> **Work task**: When you transcribe the lines below, keep every word the same and leave the pictures behind.

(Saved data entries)
• • • • • • •
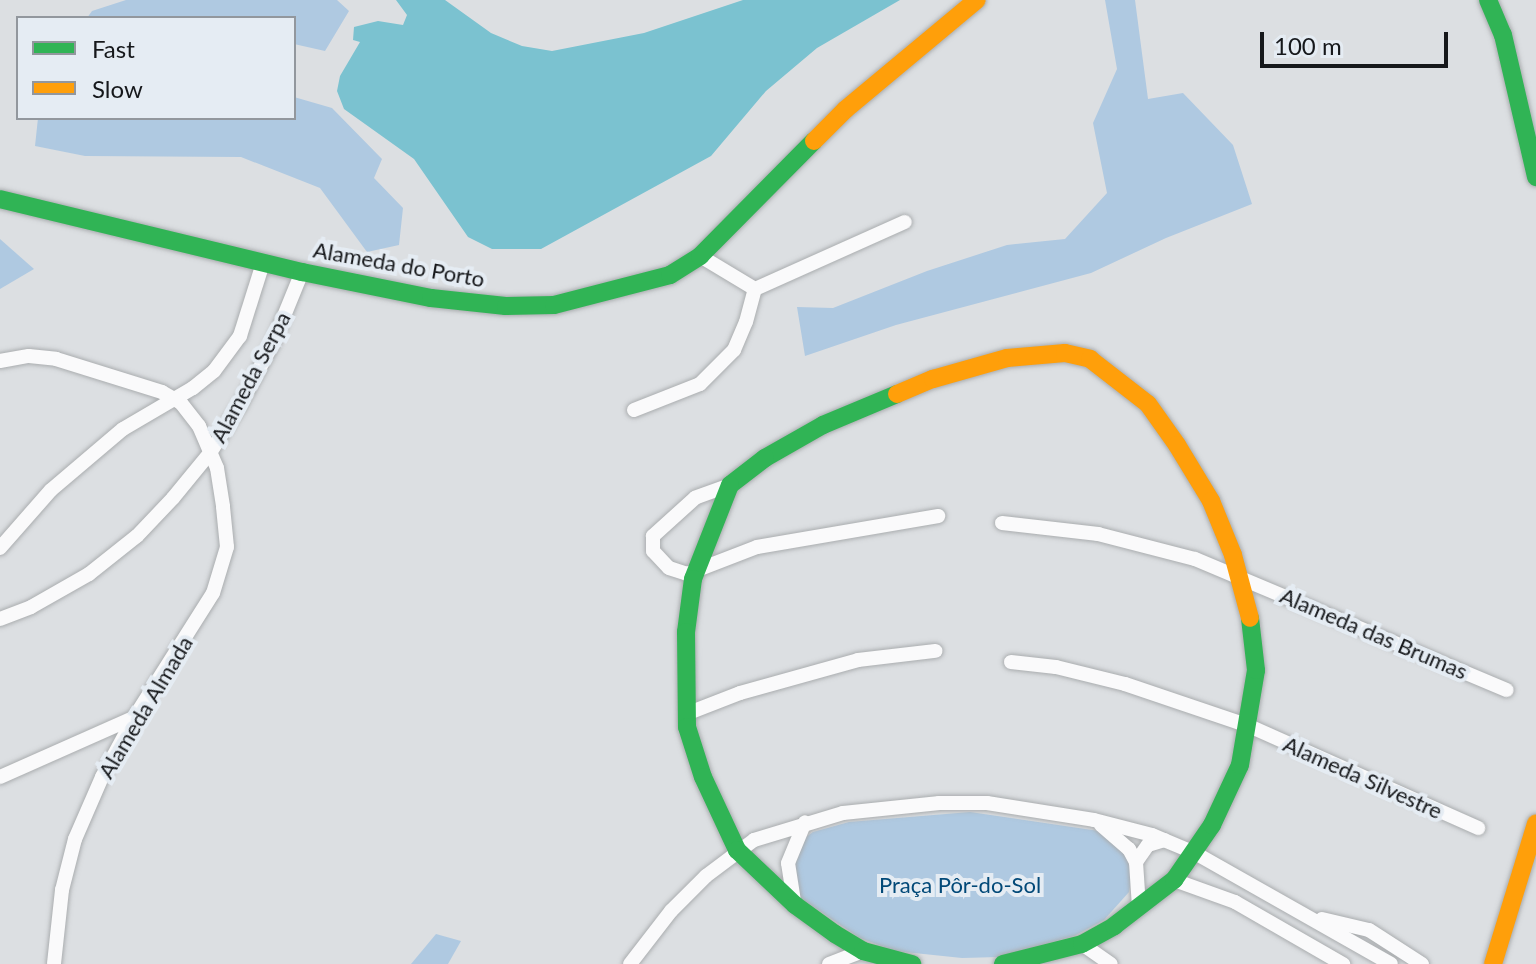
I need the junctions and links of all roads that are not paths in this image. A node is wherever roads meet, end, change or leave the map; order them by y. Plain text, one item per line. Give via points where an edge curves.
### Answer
1 (977, 0) edge
2 (1488, 0) edge
3 (1536, 177) edge
4 (0, 199) edge
5 (905, 222) dead end
6 (700, 256) junction
7 (263, 263) junction
8 (302, 272) junction
9 (755, 289) junction
10 (0, 361) edge
11 (173, 399) junction
12 (634, 410) dead end
13 (210, 453) junction
14 (730, 485) junction
15 (938, 516) dead end
16 (1002, 523) dead end
17 (0, 548) edge
18 (696, 572) junction
19 (1241, 577) junction
20 (3, 615) edge
21 (935, 651) dead end
22 (1011, 662) dead end
23 (1507, 690) dead end
24 (686, 714) junction
25 (134, 718) junction
26 (1249, 726) junction
27 (0, 777) edge
28 (1094, 820) junction
29 (805, 822) junction
30 (1536, 823) edge
31 (1478, 828) dead end
32 (1164, 840) junction
33 (737, 850) junction
34 (1195, 853) junction
35 (1136, 862) junction
36 (1174, 880) junction
37 (795, 905) junction
38 (1139, 907) junction
39 (1312, 918) junction
40 (1330, 927) junction
41 (1303, 939) junction
42 (1500, 941) junction
43 (1082, 944) junction
44 (1317, 946) junction
45 (863, 951) junction
46 (54, 964) edge
47 (630, 964) edge
48 (829, 964) edge
49 (912, 964) edge
50 (1003, 964) edge
51 (1111, 964) edge
52 (1322, 964) edge
53 (1343, 964) edge
54 (1391, 964) edge
55 (1422, 964) edge
56 (1475, 964) edge
57 (1493, 964) edge

1 - 6 street, Alameda do Porto via 846,109
2 - 3 street via 1503,35
4 - 7 street, Alameda do Porto
5 - 9 street
6 - 8 street, Alameda do Porto via 670,275 554,305 431,298
6 - 9 street
7 - 8 street, Alameda do Porto
7 - 11 street via 240,336 214,371
8 - 13 street, Alameda Serpa via 273,343
9 - 12 street via 734,350 721,366 700,384
10 - 11 street via 56,359
11 - 13 street, Alameda Almada via 199,426
11 - 17 street via 84,461
13 - 20 street, Alameda Serpa via 137,536 89,574 31,607
13 - 25 street, Alameda Almada via 223,507 227,547 222,567 213,593
14 - 18 street
14 - 18 street via 695,498 651,539 653,551 669,568
14 - 19 street via 823,425 933,379 1007,358 1065,353 1090,359 1148,404 1211,501
15 - 18 street via 773,544
16 - 19 street, Alameda das Brumas via 1098,534
18 - 24 street via 686,632
19 - 23 street, Alameda das Brumas
19 - 26 street via 1256,670
21 - 24 street via 858,660
22 - 26 street, Alameda Silvestre via 1125,684
24 - 33 street via 703,777
25 - 27 street
25 - 46 street, Alameda Almada via 75,839 62,890
26 - 31 street, Alameda Silvestre
26 - 34 street via 1240,765
28 - 29 street via 987,803 939,803
28 - 32 street
28 - 35 street via 1129,849
29 - 33 street
29 - 37 street via 788,863
30 - 42 street
32 - 34 street
32 - 35 street via 1148,845
33 - 37 street
33 - 47 street via 671,911
34 - 36 street
34 - 39 street
35 - 38 street
36 - 38 street
36 - 41 street via 1235,902
37 - 45 street
38 - 43 street
39 - 40 street
39 - 55 street via 1369,930
40 - 44 street
40 - 54 street
41 - 44 street
41 - 52 street
42 - 56 street
42 - 57 street
43 - 50 street
43 - 51 street
44 - 53 street
45 - 48 street
45 - 49 street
• • • • • • •
> **Completed task**:
I need the junctions and links of all roads that are not paths in this image. A node is wherever roads meet, end, change or leave the map; order them by y. Plain text, one item per line. Give via points where an edge curves.
### Answer
1 (977, 0) edge
2 (1488, 0) edge
3 (1536, 177) edge
4 (0, 199) edge
5 (905, 222) dead end
6 (700, 256) junction
7 (263, 263) junction
8 (302, 272) junction
9 (755, 289) junction
10 (0, 361) edge
11 (173, 399) junction
12 (634, 410) dead end
13 (210, 453) junction
14 (730, 485) junction
15 (938, 516) dead end
16 (1002, 523) dead end
17 (0, 548) edge
18 (696, 572) junction
19 (1241, 577) junction
20 (3, 615) edge
21 (935, 651) dead end
22 (1011, 662) dead end
23 (1507, 690) dead end
24 (686, 714) junction
25 (134, 718) junction
26 (1249, 726) junction
27 (0, 777) edge
28 (1094, 820) junction
29 (805, 822) junction
30 (1536, 823) edge
31 (1478, 828) dead end
32 (1164, 840) junction
33 (737, 850) junction
34 (1195, 853) junction
35 (1136, 862) junction
36 (1174, 880) junction
37 (795, 905) junction
38 (1139, 907) junction
39 (1312, 918) junction
40 (1330, 927) junction
41 (1303, 939) junction
42 (1500, 941) junction
43 (1082, 944) junction
44 (1317, 946) junction
45 (863, 951) junction
46 (54, 964) edge
47 (630, 964) edge
48 (829, 964) edge
49 (912, 964) edge
50 (1003, 964) edge
51 (1111, 964) edge
52 (1322, 964) edge
53 (1343, 964) edge
54 (1391, 964) edge
55 (1422, 964) edge
56 (1475, 964) edge
57 (1493, 964) edge

1 - 6 street, Alameda do Porto via 846,109
2 - 3 street via 1503,35
4 - 7 street, Alameda do Porto
5 - 9 street
6 - 8 street, Alameda do Porto via 670,275 554,305 431,298
6 - 9 street
7 - 8 street, Alameda do Porto
7 - 11 street via 240,336 214,371
8 - 13 street, Alameda Serpa via 273,343
9 - 12 street via 734,350 721,366 700,384
10 - 11 street via 56,359
11 - 13 street, Alameda Almada via 199,426
11 - 17 street via 84,461
13 - 20 street, Alameda Serpa via 137,536 89,574 31,607
13 - 25 street, Alameda Almada via 223,507 227,547 222,567 213,593
14 - 18 street
14 - 18 street via 695,498 651,539 653,551 669,568
14 - 19 street via 823,425 933,379 1007,358 1065,353 1090,359 1148,404 1211,501
15 - 18 street via 773,544
16 - 19 street, Alameda das Brumas via 1098,534
18 - 24 street via 686,632
19 - 23 street, Alameda das Brumas
19 - 26 street via 1256,670
21 - 24 street via 858,660
22 - 26 street, Alameda Silvestre via 1125,684
24 - 33 street via 703,777
25 - 27 street
25 - 46 street, Alameda Almada via 75,839 62,890
26 - 31 street, Alameda Silvestre
26 - 34 street via 1240,765
28 - 29 street via 987,803 939,803
28 - 32 street
28 - 35 street via 1129,849
29 - 33 street
29 - 37 street via 788,863
30 - 42 street
32 - 34 street
32 - 35 street via 1148,845
33 - 37 street
33 - 47 street via 671,911
34 - 36 street
34 - 39 street
35 - 38 street
36 - 38 street
36 - 41 street via 1235,902
37 - 45 street
38 - 43 street
39 - 40 street
39 - 55 street via 1369,930
40 - 44 street
40 - 54 street
41 - 44 street
41 - 52 street
42 - 56 street
42 - 57 street
43 - 50 street
43 - 51 street
44 - 53 street
45 - 48 street
45 - 49 street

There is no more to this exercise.